Jakarta, CNBC Indonesia - Dolar Amerika Serikat (AS) tengah mengalami penguatan di pasar global sejak 17 September 2025.

Hal ini terlihat dari pergerakan Indeks Dolar AS (DXY), yaitu indikator yang mengukur nilai tukar dolar terhadap enam mata uang utama dunia, yakni euro, yen Jepang, pound sterling, franc Swiss, dolar Kanada, dan krona Swedia.

Melansir data Refinitiv, pada perdagangan Kamis (9/10/2025), DXY ditutup menguat cukup signifikan sebesar 0,63% ke level 99,538, sekaligus mencatatkan posisi tertinggi dalam dua bulan terakhir atau sejak 1 Agustus 2025.

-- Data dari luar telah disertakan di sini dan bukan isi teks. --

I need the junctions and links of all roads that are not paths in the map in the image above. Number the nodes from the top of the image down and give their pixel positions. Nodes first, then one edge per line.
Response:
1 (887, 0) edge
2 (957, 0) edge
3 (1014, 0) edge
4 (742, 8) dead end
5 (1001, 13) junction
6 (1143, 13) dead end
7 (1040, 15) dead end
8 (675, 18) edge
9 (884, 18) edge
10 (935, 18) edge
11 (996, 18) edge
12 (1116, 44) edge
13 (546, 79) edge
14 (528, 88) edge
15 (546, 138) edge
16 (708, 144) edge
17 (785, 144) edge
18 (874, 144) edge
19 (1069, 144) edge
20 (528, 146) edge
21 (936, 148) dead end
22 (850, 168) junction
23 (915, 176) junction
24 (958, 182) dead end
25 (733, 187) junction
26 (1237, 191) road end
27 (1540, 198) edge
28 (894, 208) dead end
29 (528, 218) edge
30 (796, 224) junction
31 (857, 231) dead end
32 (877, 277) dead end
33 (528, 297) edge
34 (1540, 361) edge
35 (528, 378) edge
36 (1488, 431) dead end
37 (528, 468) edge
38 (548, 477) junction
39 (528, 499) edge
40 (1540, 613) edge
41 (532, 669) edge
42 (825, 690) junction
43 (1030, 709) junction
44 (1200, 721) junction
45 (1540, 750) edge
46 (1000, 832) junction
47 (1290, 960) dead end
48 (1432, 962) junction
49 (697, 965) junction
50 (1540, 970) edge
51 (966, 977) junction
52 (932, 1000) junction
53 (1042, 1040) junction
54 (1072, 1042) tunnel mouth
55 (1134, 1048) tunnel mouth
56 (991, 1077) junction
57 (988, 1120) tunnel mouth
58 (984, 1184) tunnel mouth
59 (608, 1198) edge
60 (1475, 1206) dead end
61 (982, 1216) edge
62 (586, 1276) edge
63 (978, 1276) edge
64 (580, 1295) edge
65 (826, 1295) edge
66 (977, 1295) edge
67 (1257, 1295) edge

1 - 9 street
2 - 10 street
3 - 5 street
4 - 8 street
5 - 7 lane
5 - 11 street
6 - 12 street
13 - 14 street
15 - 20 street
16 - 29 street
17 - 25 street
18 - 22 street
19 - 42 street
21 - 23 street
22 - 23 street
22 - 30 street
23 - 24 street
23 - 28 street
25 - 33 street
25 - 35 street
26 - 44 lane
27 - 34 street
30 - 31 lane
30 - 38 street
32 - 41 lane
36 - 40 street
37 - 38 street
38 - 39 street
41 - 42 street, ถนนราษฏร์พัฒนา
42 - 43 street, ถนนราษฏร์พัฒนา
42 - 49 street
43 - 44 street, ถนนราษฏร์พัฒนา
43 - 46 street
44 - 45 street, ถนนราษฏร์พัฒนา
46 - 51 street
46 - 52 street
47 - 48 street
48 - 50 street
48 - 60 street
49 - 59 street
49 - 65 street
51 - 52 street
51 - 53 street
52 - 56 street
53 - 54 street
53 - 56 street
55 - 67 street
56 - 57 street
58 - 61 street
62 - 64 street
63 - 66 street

Jika melihat trennya, sejak menyentuh level terendah tahun ini pada 17 September 2025 di posisi 96,873, indeks dolar telah mengalami penguatan yang cukup konsisten hingga perdagangan Kamis (9/10/2025), dengan total akumulasi kenaikan mencapai 2,75%.

Seluruh mata uang pembentuk Indeks Dolar AS (DXY) tercatat melemah terhadap greenback dalam periode 17 September hingga 9 Oktober 2025.

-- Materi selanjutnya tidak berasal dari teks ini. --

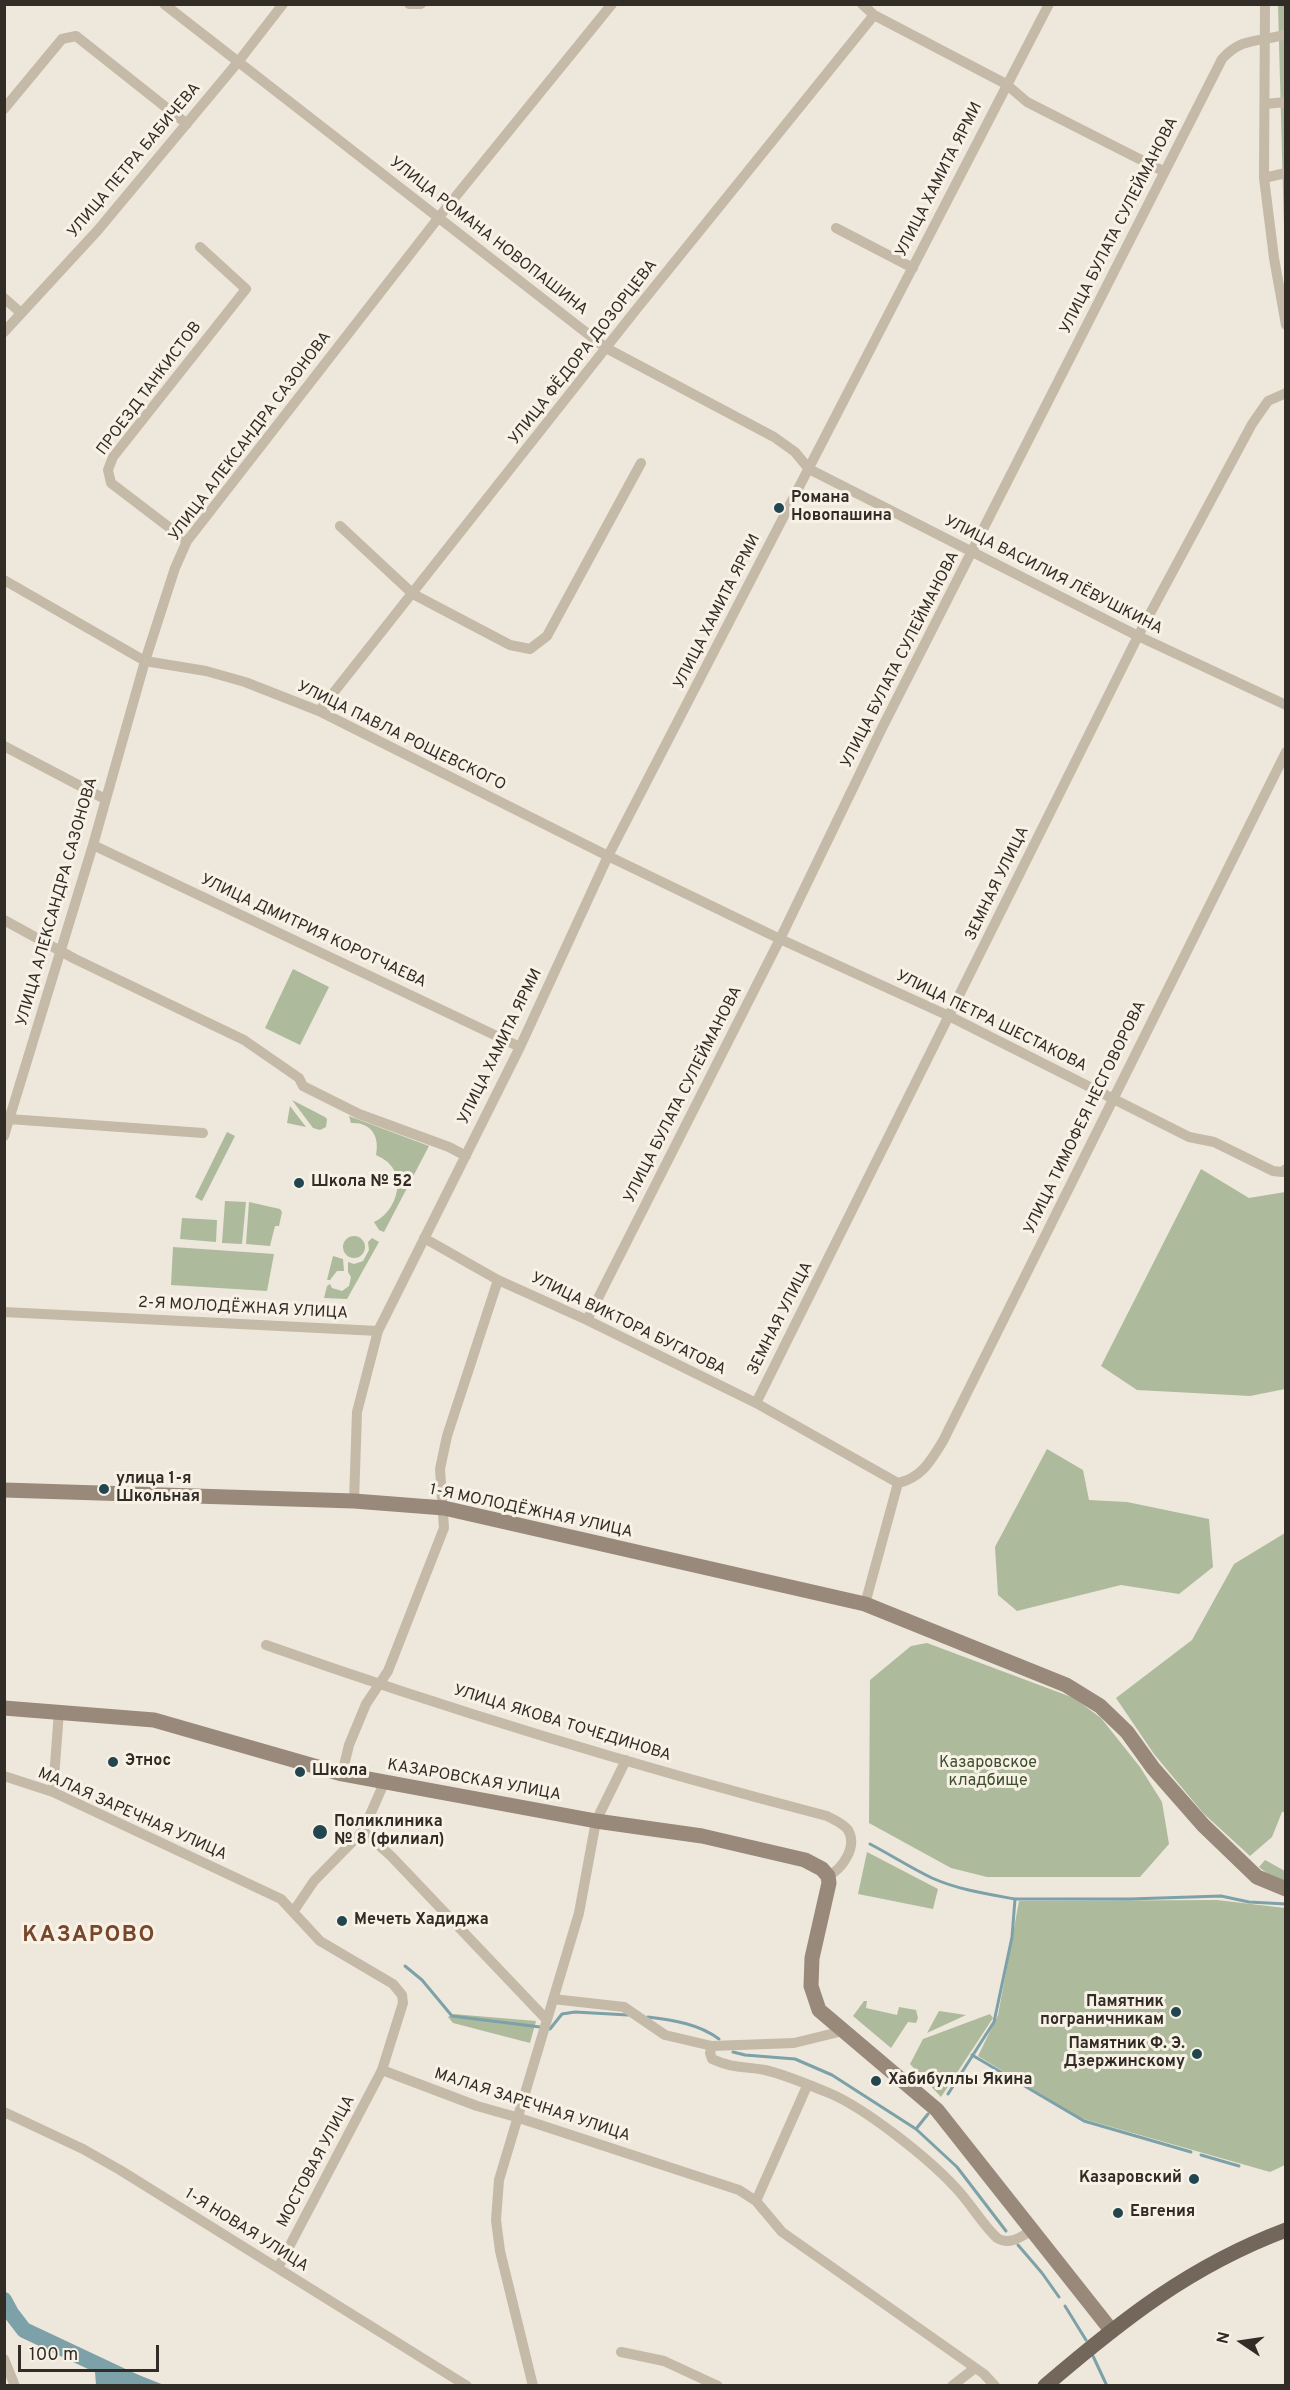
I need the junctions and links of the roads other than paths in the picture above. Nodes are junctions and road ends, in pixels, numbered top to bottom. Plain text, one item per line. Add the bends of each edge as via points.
1 (164, 4) edge
2 (283, 4) edge
3 (409, 4) edge
4 (421, 4) edge
5 (612, 4) edge
6 (862, 4) edge
7 (1049, 4) edge
8 (1265, 4) edge
9 (874, 15) junction
10 (1286, 34) edge
11 (1264, 38) junction
12 (238, 62) junction
13 (1006, 84) junction
14 (1286, 102) edge
15 (1265, 104) junction
16 (4, 109) edge
17 (187, 124) junction
18 (1163, 171) junction
19 (1286, 173) edge
20 (1264, 178) junction
21 (439, 217) junction
22 (836, 228) dead end
23 (200, 248) dead end
24 (1286, 257) edge
25 (1274, 258) junction
26 (913, 268) junction
27 (4, 298) edge
28 (21, 313) junction
29 (1286, 326) edge
30 (4, 332) edge
31 (606, 348) junction
32 (1286, 393) edge
33 (641, 463) dead end
34 (809, 469) junction
35 (340, 526) dead end
36 (187, 542) junction
37 (973, 553) junction
38 (4, 580) edge
39 (413, 594) junction
40 (1138, 636) junction
41 (145, 661) junction
42 (1286, 705) edge
43 (319, 711) junction
44 (4, 746) edge
45 (1286, 752) edge
46 (105, 799) junction
47 (93, 845) junction
48 (608, 856) junction
49 (4, 920) edge
50 (780, 939) junction
51 (61, 950) junction
52 (949, 1016) junction
53 (520, 1047) junction
54 (1113, 1099) junction
55 (7, 1118) edge
56 (203, 1133) dead end
57 (4, 1136) edge
58 (466, 1156) junction
59 (1286, 1169) edge
60 (424, 1238) junction
61 (498, 1280) junction
62 (4, 1312) edge
63 (587, 1320) junction
64 (378, 1331) junction
65 (756, 1403) junction
66 (898, 1483) junction
67 (4, 1490) edge
68 (354, 1501) junction
69 (444, 1508) junction
70 (865, 1604) junction
71 (266, 1645) dead end
72 (380, 1685) junction
73 (4, 1708) edge
74 (59, 1711) junction
75 (626, 1760) junction
76 (342, 1774) junction
77 (4, 1776) edge
78 (384, 1783) junction
79 (53, 1792) junction
80 (596, 1821) junction
81 (363, 1831) junction
82 (828, 1876) junction
83 (1286, 1889) edge
84 (293, 1912) junction
85 (553, 1999) junction
86 (546, 2019) junction
87 (843, 2031) junction
88 (712, 2046) junction
89 (382, 2070) junction
90 (807, 2086) junction
91 (4, 2112) edge
92 (516, 2117) junction
93 (756, 2201) junction
94 (1034, 2230) junction
95 (1286, 2230) edge
96 (278, 2268) junction
97 (1111, 2330) junction
98 (621, 2352) dead end
99 (4, 2359) edge
100 (975, 2368) junction
101 (14, 2385) edge
102 (467, 2385) edge
103 (533, 2385) edge
104 (718, 2385) edge
105 (952, 2385) edge
106 (995, 2385) edge
107 (1045, 2385) edge

1 - 12 street, УЛИЦА РОМАНА НОВОПАШИНА
2 - 12 street, УЛИЦА ПЕТРА БАБИЧЕВА
3 - 4 street
5 - 21 street, УЛИЦА АЛЕКСАНДРА САЗОНОВА
6 - 9 street
7 - 13 street, УЛИЦА ХАМИТА ЯРМИ
8 - 11 street
9 - 13 street
9 - 31 street, УЛИЦА ФЁДОРА ДОЗОРЦЕВА
10 - 11 street, УЛИЦА БУЛАТА СУЛЕЙМАНОВА
11 - 15 street
11 - 18 street, УЛИЦА БУЛАТА СУЛЕЙМАНОВА via 1240,44 1222,59
12 - 17 street, УЛИЦА ПЕТРА БАБИЧЕВА
12 - 21 street, УЛИЦА РОМАНА НОВОПАШИНА
13 - 18 street via 1027,102
13 - 26 street, УЛИЦА ХАМИТА ЯРМИ
14 - 15 street
15 - 20 street
16 - 17 street via 62,39 76,36
17 - 28 street, УЛИЦА ПЕТРА БАБИЧЕВА via 98,230
18 - 37 street, УЛИЦА БУЛАТА СУЛЕЙМАНОВА
19 - 20 street
20 - 25 street
21 - 31 street, УЛИЦА РОМАНА НОВОПАШИНА
21 - 36 street, УЛИЦА АЛЕКСАНДРА САЗОНОВА
22 - 26 street
23 - 36 street, ПРОЕЗД ТАНКИСТОВ via 246,289 113,457 108,470 111,483
24 - 25 street
25 - 29 street
26 - 34 street, УЛИЦА ХАМИТА ЯРМИ
27 - 28 street
28 - 30 street, УЛИЦА ПЕТРА БАБИЧЕВА
31 - 34 street, УЛИЦА РОМАНА НОВОПАШИНА via 774,437 795,452
31 - 39 street, УЛИЦА ФЁДОРА ДОЗОРЦЕВА
32 - 40 street, ЗЕМНАЯ УЛИЦА via 1268,401 1252,423
33 - 39 street via 548,636 530,649 510,645
34 - 37 street, УЛИЦА ВАСИЛИЯ ЛЁВУШКИНА
34 - 48 street, УЛИЦА ХАМИТА ЯРМИ
35 - 39 street
36 - 41 street, УЛИЦА АЛЕКСАНДРА САЗОНОВА
37 - 40 street, УЛИЦА ВАСИЛИЯ ЛЁВУШКИНА
37 - 50 street, УЛИЦА БУЛАТА СУЛЕЙМАНОВА via 881,730
38 - 41 street, УЛИЦА ПАВЛА РОЩЕВСКОГО
39 - 43 street, УЛИЦА ФЁДОРА ДОЗОРЦЕВА
40 - 42 street, УЛИЦА ВАСИЛИЯ ЛЁВУШКИНА
40 - 52 street, ЗЕМНАЯ УЛИЦА
41 - 43 street, УЛИЦА ПАВЛА РОЩЕВСКОГО via 206,671
41 - 46 street, УЛИЦА АЛЕКСАНДРА САЗОНОВА
43 - 48 street, УЛИЦА ПАВЛА РОЩЕВСКОГО
44 - 46 street
45 - 54 street, УЛИЦА ТИМОФЕЯ НЕСГОВОРОВА
46 - 47 street, УЛИЦА АЛЕКСАНДРА САЗОНОВА
47 - 51 street, УЛИЦА АЛЕКСАНДРА САЗОНОВА
47 - 53 street, УЛИЦА ДМИТРИЯ КОРОТЧАЕВА
48 - 50 street, УЛИЦА ПАВЛА РОЩЕВСКОГО
48 - 53 street, УЛИЦА ХАМИТА ЯРМИ
49 - 51 street
50 - 52 street, УЛИЦА ПЕТРА ШЕСТАКОВА
50 - 63 street, УЛИЦА БУЛАТА СУЛЕЙМАНОВА
51 - 55 street, УЛИЦА АЛЕКСАНДРА САЗОНОВА
51 - 58 street via 244,1040 299,1078 303,1086 359,1114
52 - 54 street, УЛИЦА ПЕТРА ШЕСТАКОВА
52 - 65 street, ЗЕМНАЯ УЛИЦА
53 - 58 street, УЛИЦА ХАМИТА ЯРМИ
54 - 59 street, УЛИЦА ПЕТРА ШЕСТАКОВА via 1189,1137 1214,1142 1273,1171
54 - 66 street, УЛИЦА ТИМОФЕЯ НЕСГОВОРОВА via 943,1441 926,1468 910,1480
55 - 56 street
55 - 57 street, УЛИЦА АЛЕКСАНДРА САЗОНОВА
58 - 60 street, УЛИЦА ХАМИТА ЯРМИ
60 - 61 street, УЛИЦА ВИКТОРА БУГАТОВА
60 - 64 street
61 - 63 street, УЛИЦА ВИКТОРА БУГАТОВА
61 - 69 street via 447,1436 440,1469
62 - 64 street, 2-Я МОЛОДЁЖНАЯ УЛИЦА
63 - 65 street, УЛИЦА ВИКТОРА БУГАТОВА
64 - 68 street via 357,1412
65 - 66 street, УЛИЦА ВИКТОРА БУГАТОВА
66 - 70 street
67 - 68 street, 1-Я МОЛОДЁЖНАЯ УЛИЦА
68 - 69 street, 1-Я МОЛОДЁЖНАЯ УЛИЦА
69 - 70 street, 1-Я МОЛОДЁЖНАЯ УЛИЦА
69 - 72 street via 444,1528
70 - 83 street, 1-Я МОЛОДЁЖНАЯ УЛИЦА via 1066,1685 1100,1706 1127,1732 1203,1825 1257,1877
71 - 72 street, УЛИЦА ЯКОВА ТОЧЕДИНОВА
72 - 75 street, УЛИЦА ЯКОВА ТОЧЕДИНОВА
72 - 76 street via 366,1704
73 - 74 street, КАЗАРОВСКАЯ УЛИЦА
74 - 76 street, КАЗАРОВСКАЯ УЛИЦА via 154,1720
74 - 79 street
75 - 80 street
75 - 82 street, УЛИЦА ЯКОВА ТОЧЕДИНОВА via 841,1823 848,1830 847,1858 838,1871
76 - 78 street, КАЗАРОВСКАЯ УЛИЦА
77 - 79 street, МАЛАЯ ЗАРЕЧНАЯ УЛИЦА
78 - 80 street, КАЗАРОВСКАЯ УЛИЦА
78 - 81 street
79 - 84 street, МАЛАЯ ЗАРЕЧНАЯ УЛИЦА via 281,1899
80 - 82 street, КАЗАРОВСКАЯ УЛИЦА via 702,1836 805,1860
80 - 85 street via 579,1913
81 - 84 street via 314,1881
81 - 86 street
82 - 87 street via 812,1958 811,1986 819,2010
84 - 89 street, МАЛАЯ ЗАРЕЧНАЯ УЛИЦА via 320,1941 393,1984 402,1995 403,2003
85 - 86 street
85 - 88 street via 624,2007 665,2035
86 - 92 street
87 - 88 street via 794,2043
87 - 94 street via 937,2110
88 - 90 street via 712,2059 719,2062 765,2070
89 - 92 street, МАЛАЯ ЗАРЕЧНАЯ УЛИЦА
89 - 96 street, МОСТОВАЯ УЛИЦА
90 - 93 street
90 - 94 street via 855,2108 922,2157 955,2186 997,2238 1010,2242
91 - 96 street, 1-Я НОВАЯ УЛИЦА via 120,2170
92 - 93 street, МАЛАЯ ЗАРЕЧНАЯ УЛИЦА via 739,2190
92 - 103 street via 499,2180 496,2220
93 - 100 street, МАЛАЯ ЗАРЕЧНАЯ УЛИЦА via 782,2232
94 - 97 street
95 - 97 main road via 1230,2253 1189,2276
96 - 102 street, 1-Я НОВАЯ УЛИЦА
97 - 107 main road
98 - 104 street via 664,2361
99 - 101 street
100 - 105 street
100 - 106 street, МАЛАЯ ЗАРЕЧНАЯ УЛИЦА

Mata uang yen Jepang menjadi yang paling terpukul dengan depresiasi sebesar 4,14%, di mana nilai tukarnya melemah dari JPY 146,97/US$ menjadi JPY153,06/US$.

Sementara itu, euro juga merosot 2,15% ke posisi EUR 0,8646/US$, disusul pound sterling yang turun 2,39%, franc Swiss melemah 2,21%, dan krona Swedia anjlok 2,57%. Adapun dolar Kanada juga tidak luput dari tekanan, turun 1,78% terhadap dolar AS.

Kinerja ini menegaskan dominasi dolar AS di pasar global, di mana seluruh mata uang utama mengalami koreksi dalam rentang waktu kurang dari satu bulan.

Situasi Politik Prancis & Jepang, Hingga Hawkish Pejabat The Fed Buat Dolar AS Menguat

Dolar AS yang terus menunjukkan ketangguhannya di pasar global, didorong oleh kombinasi faktor fundamental dan ketidakpastian politik di beberapa negara.

Dalam beberapa pekan terakhir, DXY menguat hingga ke level tertinggi dalam dua bulannya. Hal ini memperlihatkan meningkatnya permintaan terhadap dolar yang masih dianggap sebagai safe haven aset.

Dari dalam negeri AS, Kenaikan ini dipicu oleh imbal hasil obligasi pemerintah AS yang naik, serta komentar bernada hawkish dari pejabat The Federal Reserve (The Fed) yang menahan ekspektasi pelonggaran moneter lebih lanjut.

Gubernur The Fed, Michael Barr, menegaskan bahwa pelonggaran kebijakan tidak boleh dilakukan terlalu cepat karena tekanan inflasi masih tinggi, sementara Presiden The Fed New York, John Williams, menyebut bahwa pemangkasan suku bunga hanya akan dilakukan secara bertahap, tergantung pada kondisi inflasi dan tenaga kerja.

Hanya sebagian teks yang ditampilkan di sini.